Leica has announced a new, limited edition version of its M-A camera. The Leica M-A “Titan” is the existing M-A dressed in new clothes, and like other Leica’s limited edition pieces – it’s pretty expensive. It will set you back nearly $20k, but there’s something different about it compared to the more recent limited-edition models.
Unlike the more recent limited-edition cameras from Leica, there’s something different about this one – it’s a film camera. Yup, Leica has re-introduced a film camera in 2022 and priced it at nearly $20k.
The Leica M-A already exists in the black and silver version. But the new “Titan” edition comes with a groundbreaking new feature: different looks. Okay, I’m being a bit sarcastic here, considering that the essential lens and camera components were made in solid titanium. It doesn’t only look different, but it’s much lighter than brass, as well as more durable. Still, other than this, there are no changes in terms of specs.

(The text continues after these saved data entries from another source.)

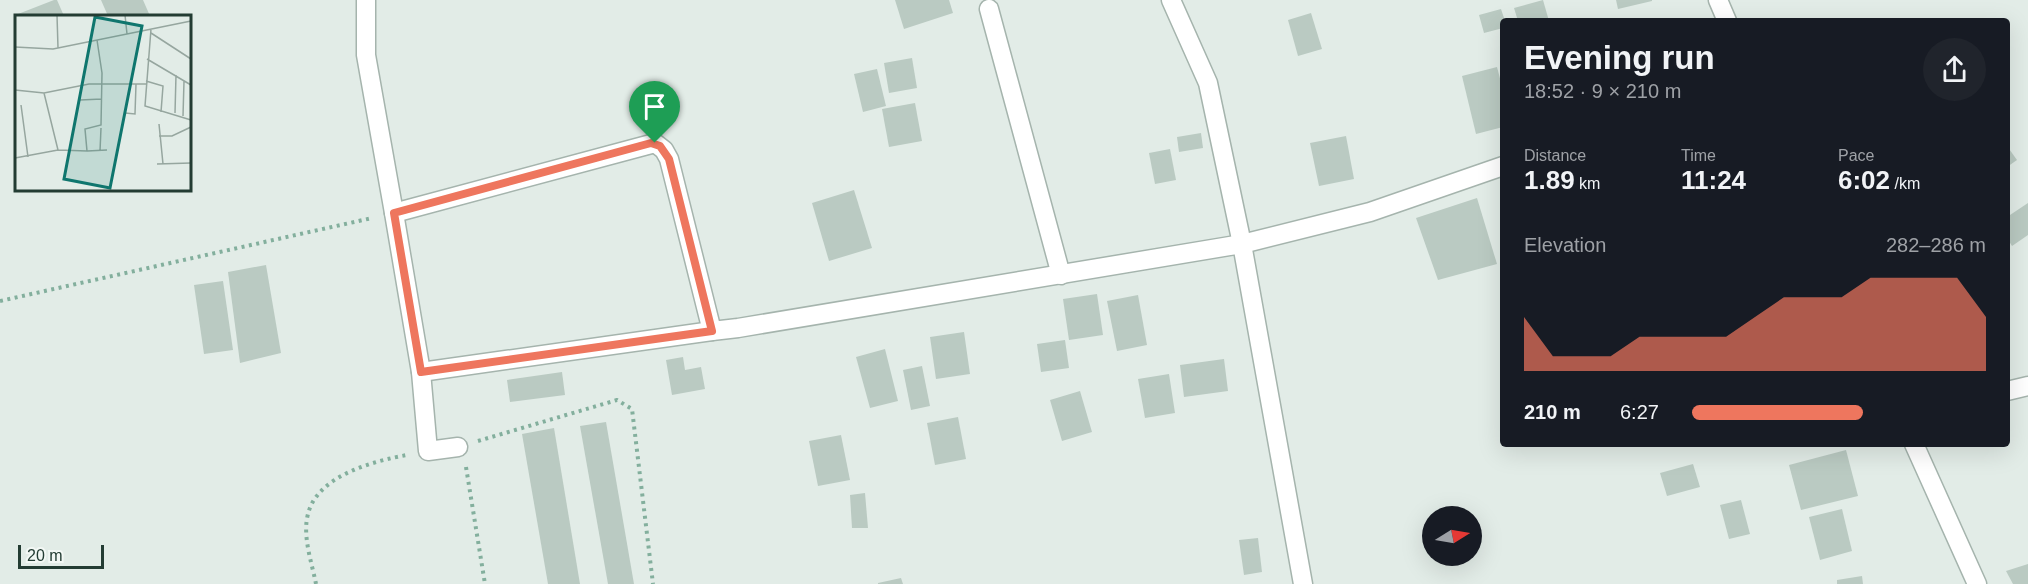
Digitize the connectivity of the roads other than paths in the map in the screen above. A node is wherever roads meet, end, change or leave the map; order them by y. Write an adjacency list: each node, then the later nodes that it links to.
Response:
1 (366, 0): 7 (street)
2 (1171, 0): 8 (street)
3 (1718, 0): 5 (street)
4 (989, 9): 9 (street)
5 (1726, 18)
6 (1500, 167): 8 (street)
7 (394, 213): 10 (street); 11 (street)
8 (1242, 244): 9 (street); 16 (street)
9 (1061, 275): 10 (street)
10 (712, 331): 11 (street)
11 (421, 372): 14 (street)
12 (2028, 386): 13 (street)
13 (2010, 390)
14 (458, 447)
15 (1915, 447): 17 (street)
16 (1303, 584)
17 (1977, 584)

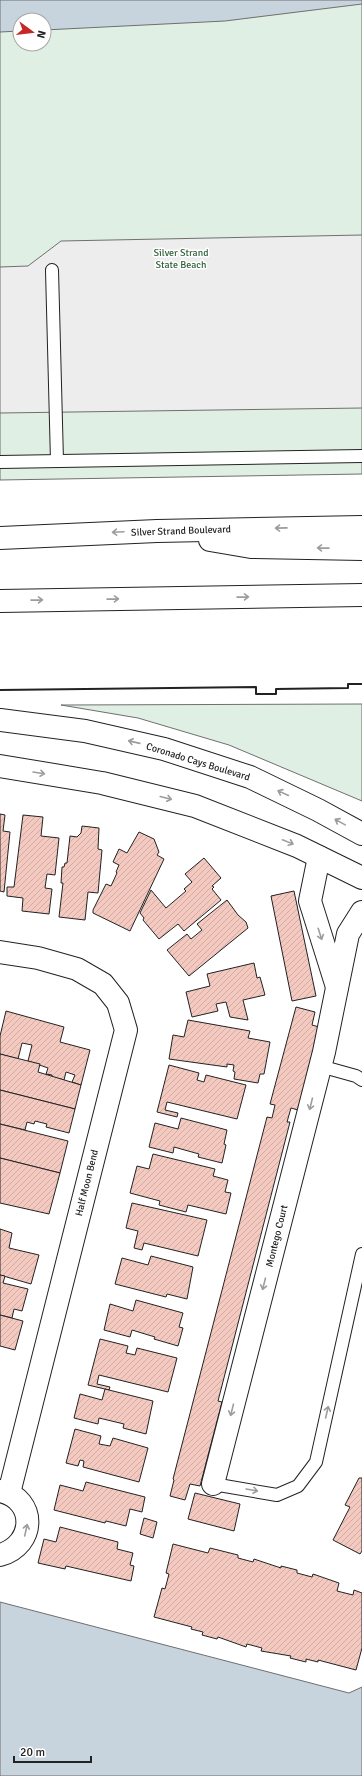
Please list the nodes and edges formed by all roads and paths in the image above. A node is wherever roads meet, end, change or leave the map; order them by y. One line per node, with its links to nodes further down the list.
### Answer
1 (52, 270): 3 (lane)
2 (362, 456): 3 (lane)
3 (58, 461): 4 (lane)
4 (0, 462)
5 (362, 527): 6 (main road, Silver Strand Boulevard, one-way to 6)
6 (157, 531): 7 (main road, Silver Strand Boulevard, one-way to 7); 8 (main road, one-way to 6)
7 (0, 538)
8 (362, 549)
9 (362, 596): 10 (main road, one-way to 9)
10 (0, 600)
11 (0, 720): 13 (main road, Coronado Cays Boulevard, one-way to 11)
12 (0, 766): 14 (main road, one-way to 14)
13 (362, 834)
14 (319, 857): 15 (main road); 18 (main road, Montego Court, one-way to 18)
15 (362, 878)
16 (362, 912): 18 (main road, Montego Court)
17 (0, 952): 23 (main road, Half Moon Bend)
18 (337, 988): 19 (main road, Montego Court)
19 (320, 1066): 20 (lane); 22 (main road, Montego Court, one-way to 22)
20 (362, 1080)
21 (362, 1254): 22 (lane, one-way to 21)
22 (213, 1484)
23 (5, 1492): 24 (main road, Half Moon Bend, one-way to 23)
24 (0, 1555)

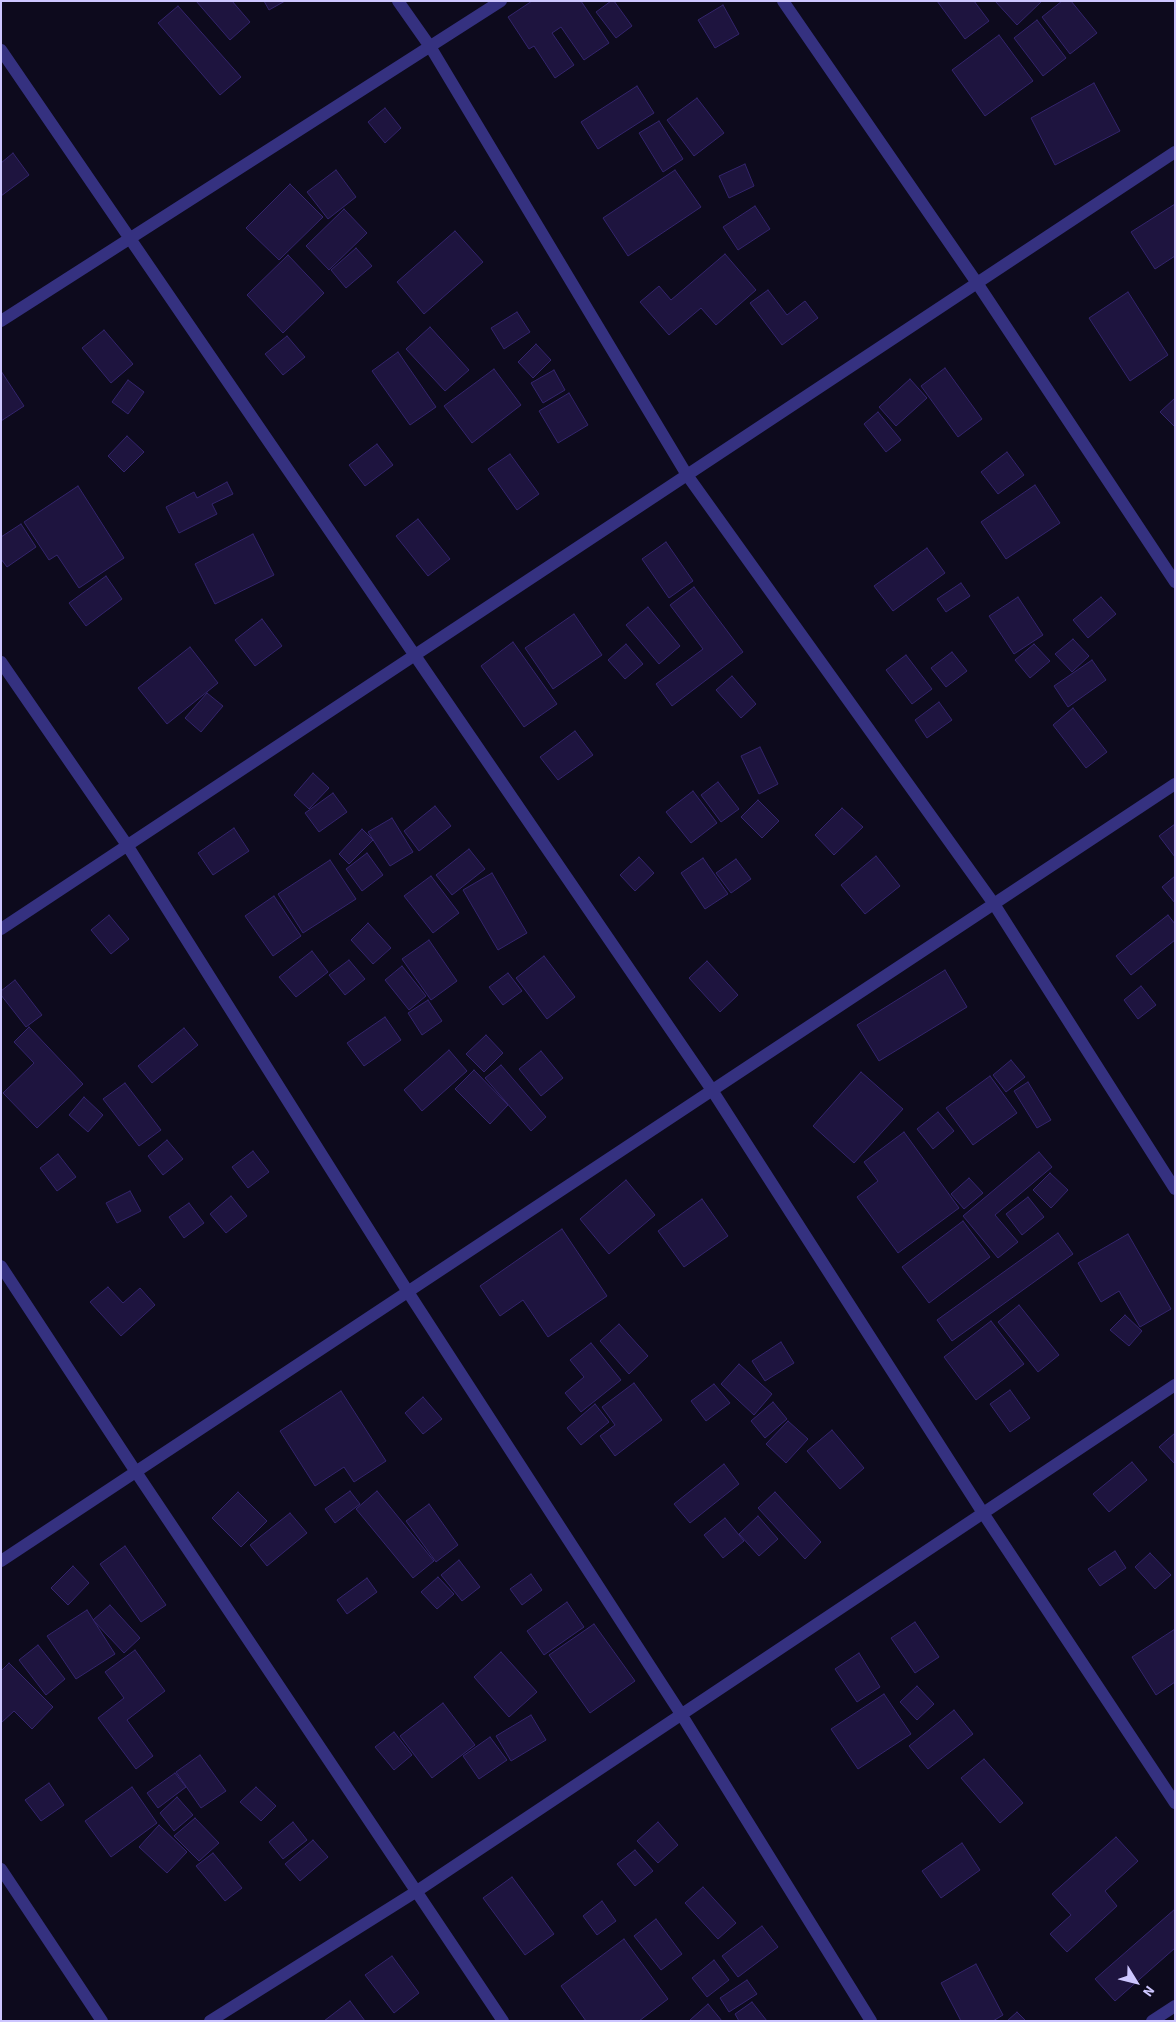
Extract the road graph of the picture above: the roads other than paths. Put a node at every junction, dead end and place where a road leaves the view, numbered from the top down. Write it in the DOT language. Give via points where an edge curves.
graph roads {
  1 [pos="398,1"];
  2 [pos="502,1"];
  3 [pos="783,1"];
  4 [pos="431,48"];
  5 [pos="1,50"];
  6 [pos="1175,152"];
  7 [pos="130,239"];
  8 [pos="977,283"];
  9 [pos="1,321"];
  10 [pos="687,475"];
  11 [pos="1175,582"];
  12 [pos="415,654"];
  13 [pos="1,662"];
  14 [pos="1175,784"];
  15 [pos="127,846"];
  16 [pos="994,904"];
  17 [pos="1,928"];
  18 [pos="712,1090"];
  19 [pos="1175,1189"];
  20 [pos="1,1266"];
  21 [pos="408,1292"];
  22 [pos="1175,1385"];
  23 [pos="136,1472"];
  24 [pos="983,1513"];
  25 [pos="1,1561"];
  26 [pos="681,1714"];
  27 [pos="1175,1803"];
  28 [pos="1,1869"];
  29 [pos="417,1891"];
  30 [pos="1175,2006"];
  31 [pos="102,2021"];
  32 [pos="210,2021"];
  33 [pos="503,2021"];
  34 [pos="871,2021"];
  35 [pos="1152,2021"];
  1 -- 4 [label="street"];
  2 -- 4 [label="street"];
  3 -- 8 [label="street"];
  4 -- 7 [label="street"];
  4 -- 10 [label="street"];
  5 -- 7 [label="street"];
  6 -- 8 [label="street"];
  7 -- 9 [label="street"];
  7 -- 12 [label="street"];
  8 -- 10 [label="street"];
  8 -- 11 [label="street"];
  10 -- 12 [label="street"];
  10 -- 16 [label="street"];
  12 -- 15 [label="street"];
  12 -- 18 [label="street"];
  13 -- 15 [label="street"];
  14 -- 16 [label="street"];
  15 -- 17 [label="street"];
  15 -- 21 [label="street"];
  16 -- 18 [label="street"];
  16 -- 19 [label="street"];
  18 -- 21 [label="street"];
  18 -- 24 [label="street"];
  20 -- 23 [label="street"];
  21 -- 23 [label="street"];
  21 -- 26 [label="street"];
  22 -- 24 [label="street"];
  23 -- 25 [label="street"];
  23 -- 29 [label="street"];
  24 -- 26 [label="street"];
  24 -- 27 [label="street"];
  26 -- 29 [label="street"];
  26 -- 34 [label="street"];
  28 -- 31 [label="street"];
  29 -- 32 [label="street"];
  29 -- 33 [label="street"];
  30 -- 35 [label="street"];
}
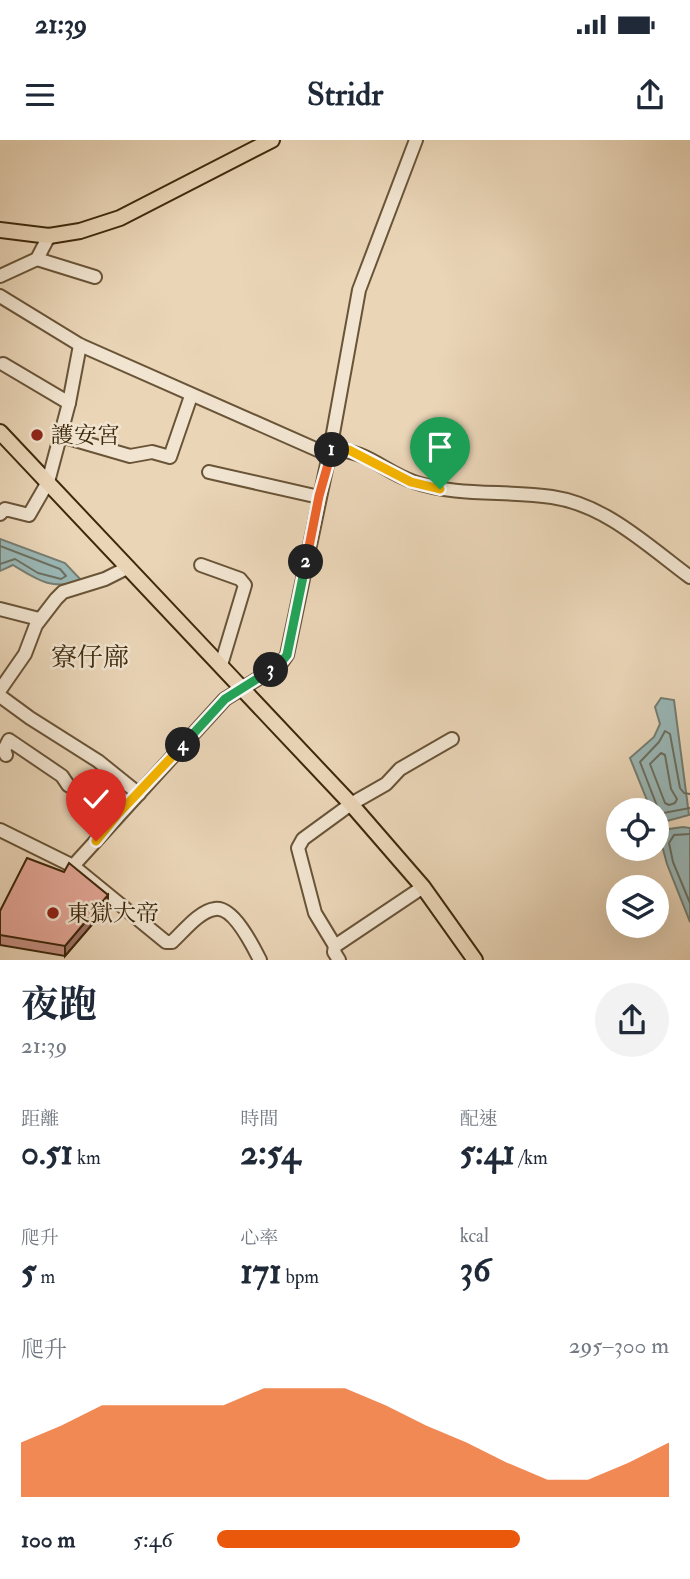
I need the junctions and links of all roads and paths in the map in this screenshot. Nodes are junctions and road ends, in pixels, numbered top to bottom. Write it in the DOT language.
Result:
graph roads {
  1 [pos="272,140"];
  2 [pos="416,140"];
  3 [pos="0,230"];
  4 [pos="49,236"];
  5 [pos="37,259"];
  6 [pos="0,276"];
  7 [pos="95,277"];
  8 [pos="0,296"];
  9 [pos="80,345"];
  10 [pos="4,364"];
  11 [pos="191,396"];
  12 [pos="69,403"];
  13 [pos="0,432"];
  14 [pos="61,436"];
  15 [pos="330,452"];
  16 [pos="209,472"];
  17 [pos="48,482"];
  18 [pos="319,496"];
  19 [pos="0,514"];
  20 [pos="201,565"];
  21 [pos="127,568"];
  22 [pos="690,577"];
  23 [pos="0,609"];
  24 [pos="39,619"];
  25 [pos="221,665"];
  26 [pos="242,688"];
  27 [pos="0,693"];
  28 [pos="452,739"];
  29 [pos="6,755"];
  30 [pos="139,794"];
  31 [pos="351,804"];
  32 [pos="118,814"];
  33 [pos="0,830"];
  34 [pos="73,866"];
  35 [pos="423,887"];
  36 [pos="335,946"];
  37 [pos="260,960"];
  38 [pos="339,960"];
  39 [pos="475,960"];
  1 -- 4 [label="main road"];
  2 -- 15 [label="street"];
  3 -- 4 [label="main road"];
  4 -- 5 [label="street"];
  5 -- 6 [label="street"];
  5 -- 7 [label="street"];
  8 -- 9 [label="street"];
  9 -- 11 [label="street"];
  9 -- 12 [label="street"];
  10 -- 12 [label="street"];
  11 -- 14 [label="street"];
  11 -- 15 [label="street"];
  12 -- 14 [label="street"];
  13 -- 17 [label="main road"];
  14 -- 17 [label="street"];
  15 -- 18 [label="street"];
  15 -- 22 [label="street"];
  16 -- 18 [label="street"];
  17 -- 19 [label="street"];
  17 -- 21 [label="main road"];
  18 -- 26 [label="street"];
  20 -- 25 [label="street"];
  21 -- 24 [label="street"];
  21 -- 25 [label="main road"];
  23 -- 24 [label="street"];
  24 -- 27 [label="street"];
  25 -- 26 [label="main road"];
  26 -- 30 [label="street"];
  26 -- 31 [label="main road"];
  27 -- 30 [label="street"];
  28 -- 31 [label="street"];
  29 -- 32 [label="street"];
  30 -- 32 [label="street"];
  31 -- 35 [label="main road"];
  31 -- 36 [label="street"];
  32 -- 34 [label="street"];
  33 -- 34 [label="street"];
  34 -- 37 [label="street"];
  35 -- 36 [label="street"];
  35 -- 39 [label="main road"];
  36 -- 38 [label="street"];
}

Speaking of specs, let’s take a look at them, along with some product photos. The camera does look beautiful, though:
|Camera||Leica M-A compact range and viewfinder system camera with mechanically controlled shutter|
|Lens Connection||Leica M bayonet|
|Exposure Control||Manual shutter speed & aperture setting based on readings from external exposure meter or operator assessment|
|Flash unit connection||Using accessory shoe with center contact|
|Synchronization||With 1st shutter curtain|
|Flash sync speed||1/5 s; slower shutter speeds can be used|
|Flash exposure control||Computer control of flash unit or guide number calculation and manual setting of required aperture|
|Viewfinder principle||Large, bright line frame viewfinder with automatic parallax compensation|
|Eyepiece||Calibrated to -0.5 dpt. Corrective lenses from -3 to +3 diopter available|
|Image field limiter||By activating two bright lines each: For 28 and 90 mm or for 35 and 135 mm, or for 50 and 75 mm; automatic activation when lens is fitted|
|Image field selector||Allows the bright-line pairs to be manually activated at any time (e.g. to compare detail)|
|Parallax compensation||Horizontal and vertical offset between viewfinder and lens axis is automatically compensated according to the relevant distance setting|
|Correlation between viewfinder & film images||At the shortest possible distance setting for each focal length, the bright line frame size corresponds to an image size of approx. 23 x 35 mm. When set to infinity, depending on the focal length between 9% (28mm) and 23% (135mm) more is captured by the film than is shown in the corresponding bright line frame|
|Magnification||(For all lenses) 0.72 x|
|Large basis range finder||Split or superimposed image range finder shown as bright field in the center of the viewfinder image|
|Effective measurement basis||‘49.9 mm (mechanical measurement basis 69.25 mm x viewfinder magnification 0.72 x)|
|Shutter||Rubber blanket slotted shutter with horizontal movement; extremely low-noise; mechanically controlled|
|Shutter speeds||From 1 s to 1/1 s in whole increments, B for long exposures of any duration, (1/5 s) for flash synchronization|
|Shutter release||Standard thread for cable release integrated|
|Film winding||Manual film loading after opening the bottom cover and the rear panel|
|Winding forwards||Manually with quick wind lever or Leicavit M, motorized using Leica Motor-M, Leica Winder-M, Leica Winder M4-P, or Leica Winder M4-2 (from serial no. 10350)|
|Rewind||Manually with pull-out rewind button, after moving the R lever on the front of the camera|
|Tripod thread||A 1/4 DIN 4503 (1/4”)|
|Rear panel / equipment||Indicator for film sensitivity|
The M-A “Titan” comes paired with the classic APO-Summicron-M 50 f/2 ASPH. lens. As I mentioned, it’s a limited-edition camera, and there are only 250 pieces available worldwide. Because of this, it will cost you nearly $20k – $19,995, to be exact.
While I’m sure you pay the quality when buying a Leica, you also pay the name and, in this case, the limited number of sets. But if you think $20,000 is a bit too much for a film camera, you can still get the black or the silver version for $5,595.